--- What you will do ---
What lines of the data include the string "roads"? Copy them all.

--- Given data ---
☆ ☆ ☆ ☆ ☆ ☆ ☆

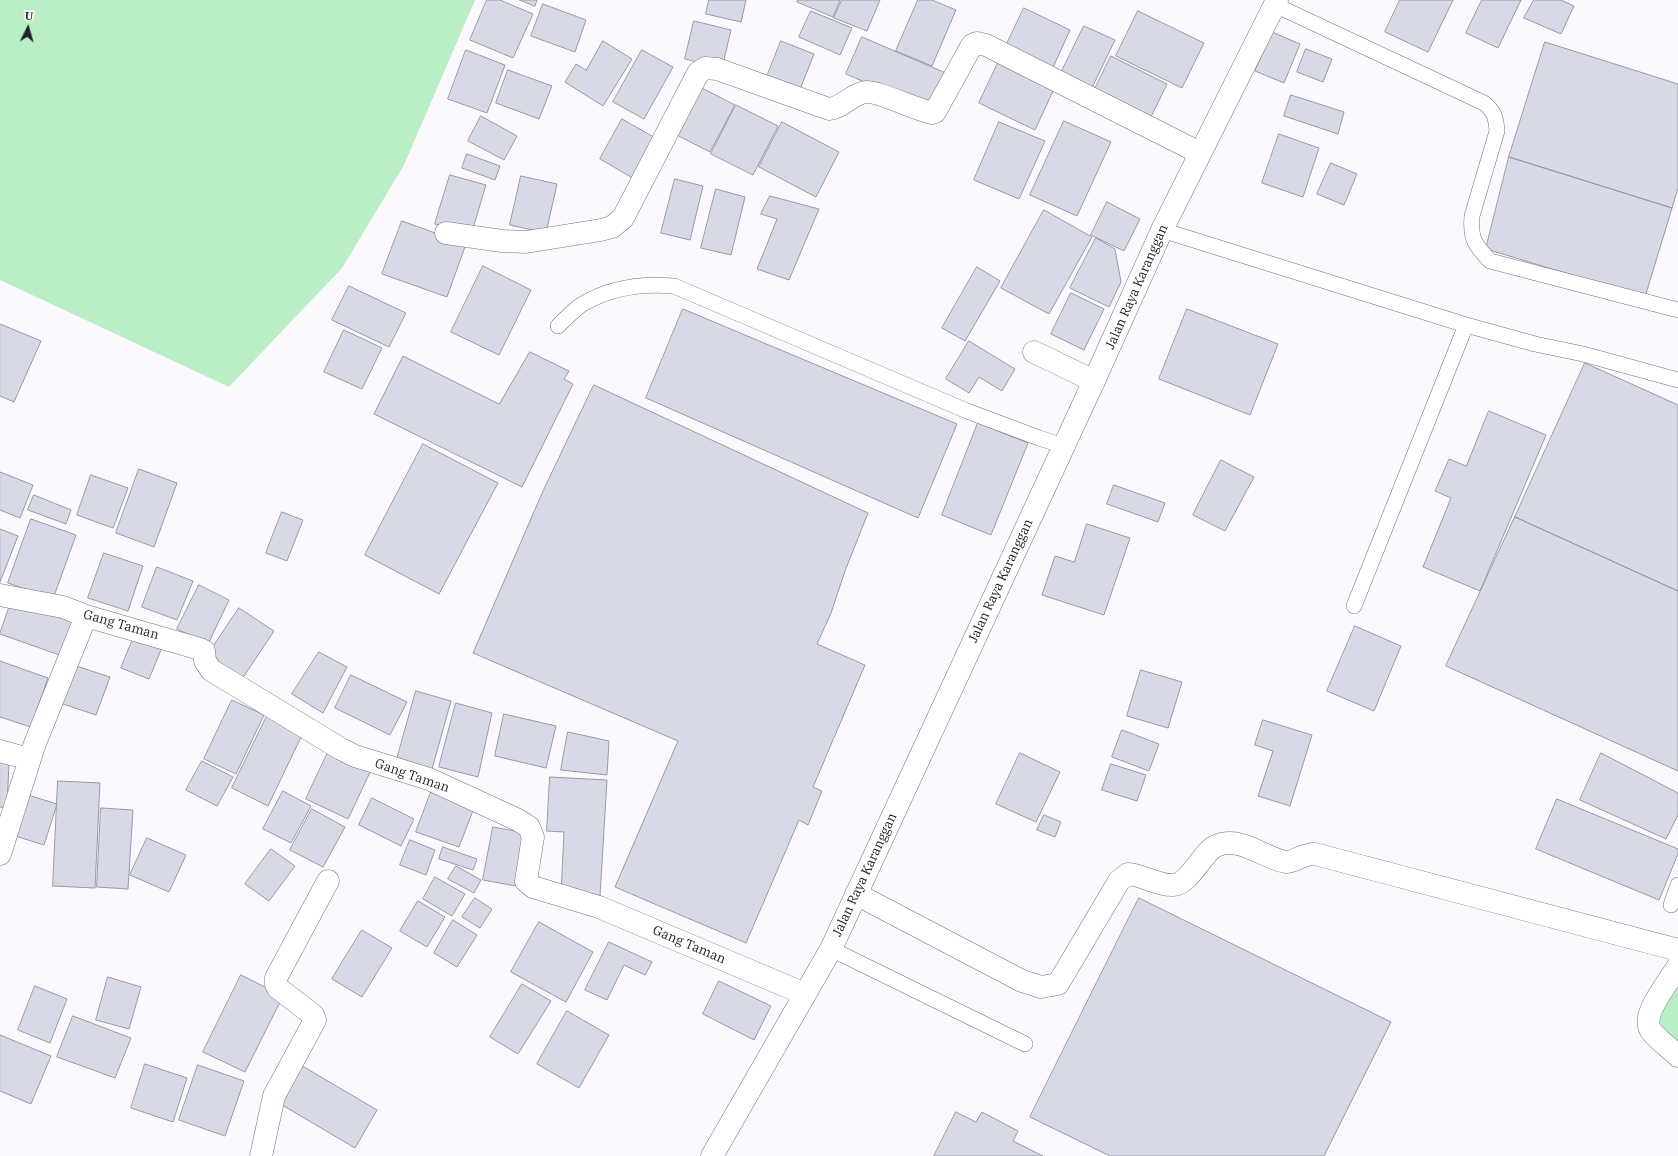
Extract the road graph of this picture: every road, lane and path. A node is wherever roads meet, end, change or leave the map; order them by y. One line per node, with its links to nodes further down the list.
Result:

☆ ☆ ☆ ☆ ☆ ☆ ☆

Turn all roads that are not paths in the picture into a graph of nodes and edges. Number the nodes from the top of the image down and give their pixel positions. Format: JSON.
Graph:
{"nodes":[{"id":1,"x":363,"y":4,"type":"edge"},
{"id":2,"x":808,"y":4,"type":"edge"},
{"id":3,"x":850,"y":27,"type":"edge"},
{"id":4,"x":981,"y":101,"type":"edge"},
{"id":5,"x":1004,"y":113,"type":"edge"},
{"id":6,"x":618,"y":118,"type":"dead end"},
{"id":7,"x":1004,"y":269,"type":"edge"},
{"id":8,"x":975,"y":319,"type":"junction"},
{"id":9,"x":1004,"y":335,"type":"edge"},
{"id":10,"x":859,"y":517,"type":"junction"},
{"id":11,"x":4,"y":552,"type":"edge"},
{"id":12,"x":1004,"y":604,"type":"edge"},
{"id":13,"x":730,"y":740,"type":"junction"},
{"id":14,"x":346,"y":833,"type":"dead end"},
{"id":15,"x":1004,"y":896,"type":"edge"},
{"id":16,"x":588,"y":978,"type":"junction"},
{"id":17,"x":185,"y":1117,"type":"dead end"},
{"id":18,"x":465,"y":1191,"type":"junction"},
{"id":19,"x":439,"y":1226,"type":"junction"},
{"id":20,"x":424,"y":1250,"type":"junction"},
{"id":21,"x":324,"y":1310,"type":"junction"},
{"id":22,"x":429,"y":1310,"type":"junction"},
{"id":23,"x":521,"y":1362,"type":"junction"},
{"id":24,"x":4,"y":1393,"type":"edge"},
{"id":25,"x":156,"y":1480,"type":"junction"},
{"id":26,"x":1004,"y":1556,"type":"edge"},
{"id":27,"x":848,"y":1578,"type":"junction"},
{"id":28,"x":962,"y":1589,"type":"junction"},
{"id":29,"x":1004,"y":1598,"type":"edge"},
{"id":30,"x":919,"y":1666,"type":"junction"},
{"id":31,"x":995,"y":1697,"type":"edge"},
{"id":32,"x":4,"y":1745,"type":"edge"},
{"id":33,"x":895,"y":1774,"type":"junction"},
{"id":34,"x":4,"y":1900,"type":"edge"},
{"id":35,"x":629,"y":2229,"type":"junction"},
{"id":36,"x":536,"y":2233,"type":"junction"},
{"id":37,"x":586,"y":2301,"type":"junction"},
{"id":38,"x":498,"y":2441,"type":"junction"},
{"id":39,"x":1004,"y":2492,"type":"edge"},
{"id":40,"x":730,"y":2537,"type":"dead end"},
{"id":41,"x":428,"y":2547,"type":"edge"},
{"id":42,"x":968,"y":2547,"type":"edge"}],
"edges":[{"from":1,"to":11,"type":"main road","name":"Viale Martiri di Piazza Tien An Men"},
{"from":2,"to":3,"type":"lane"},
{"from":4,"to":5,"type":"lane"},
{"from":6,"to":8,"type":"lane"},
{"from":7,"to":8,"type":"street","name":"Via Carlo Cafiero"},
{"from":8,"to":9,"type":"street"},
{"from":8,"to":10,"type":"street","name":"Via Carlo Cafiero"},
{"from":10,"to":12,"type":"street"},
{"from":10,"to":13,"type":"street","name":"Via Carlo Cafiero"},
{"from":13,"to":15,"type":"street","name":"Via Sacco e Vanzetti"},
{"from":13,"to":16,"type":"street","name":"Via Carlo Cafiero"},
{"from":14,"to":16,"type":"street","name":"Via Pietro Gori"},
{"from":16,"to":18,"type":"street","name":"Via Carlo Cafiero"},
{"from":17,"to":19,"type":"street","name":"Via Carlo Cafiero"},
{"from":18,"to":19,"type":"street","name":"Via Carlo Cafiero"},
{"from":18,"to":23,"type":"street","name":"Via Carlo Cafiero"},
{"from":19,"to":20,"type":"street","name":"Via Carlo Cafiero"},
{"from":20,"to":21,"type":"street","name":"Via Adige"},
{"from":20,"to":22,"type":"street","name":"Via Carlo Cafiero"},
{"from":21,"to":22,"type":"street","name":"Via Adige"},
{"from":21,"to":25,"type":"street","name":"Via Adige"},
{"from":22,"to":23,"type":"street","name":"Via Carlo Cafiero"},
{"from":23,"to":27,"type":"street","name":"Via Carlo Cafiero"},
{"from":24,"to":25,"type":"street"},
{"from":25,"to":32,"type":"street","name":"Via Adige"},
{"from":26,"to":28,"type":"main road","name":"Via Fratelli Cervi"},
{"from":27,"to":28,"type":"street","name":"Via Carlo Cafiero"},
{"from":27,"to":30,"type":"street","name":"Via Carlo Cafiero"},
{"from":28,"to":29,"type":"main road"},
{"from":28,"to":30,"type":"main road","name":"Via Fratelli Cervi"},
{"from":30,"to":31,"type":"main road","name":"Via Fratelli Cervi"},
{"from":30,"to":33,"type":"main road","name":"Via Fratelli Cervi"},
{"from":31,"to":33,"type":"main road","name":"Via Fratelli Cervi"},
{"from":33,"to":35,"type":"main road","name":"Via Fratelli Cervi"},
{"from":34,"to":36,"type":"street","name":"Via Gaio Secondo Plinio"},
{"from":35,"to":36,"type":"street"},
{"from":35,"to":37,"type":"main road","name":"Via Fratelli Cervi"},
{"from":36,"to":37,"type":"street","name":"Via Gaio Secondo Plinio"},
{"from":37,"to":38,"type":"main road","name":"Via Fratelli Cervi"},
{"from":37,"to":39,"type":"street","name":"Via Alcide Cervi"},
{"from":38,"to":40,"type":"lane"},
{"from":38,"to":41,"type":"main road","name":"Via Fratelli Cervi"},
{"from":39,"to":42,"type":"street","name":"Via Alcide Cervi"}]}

☆ ☆ ☆ ☆ ☆ ☆ ☆

--- Reply to the exercise ---
Extract the road graph of this picture: every road, lane and path. A node is wherever roads meet, end, change or leave the map; order them by y. One line per node, with its links to nodes further down the list.
Turn all roads that are not paths in the picture into a graph of nodes and edges. Number the nodes from the top of the image down and give their pixel positions. Format: JSON.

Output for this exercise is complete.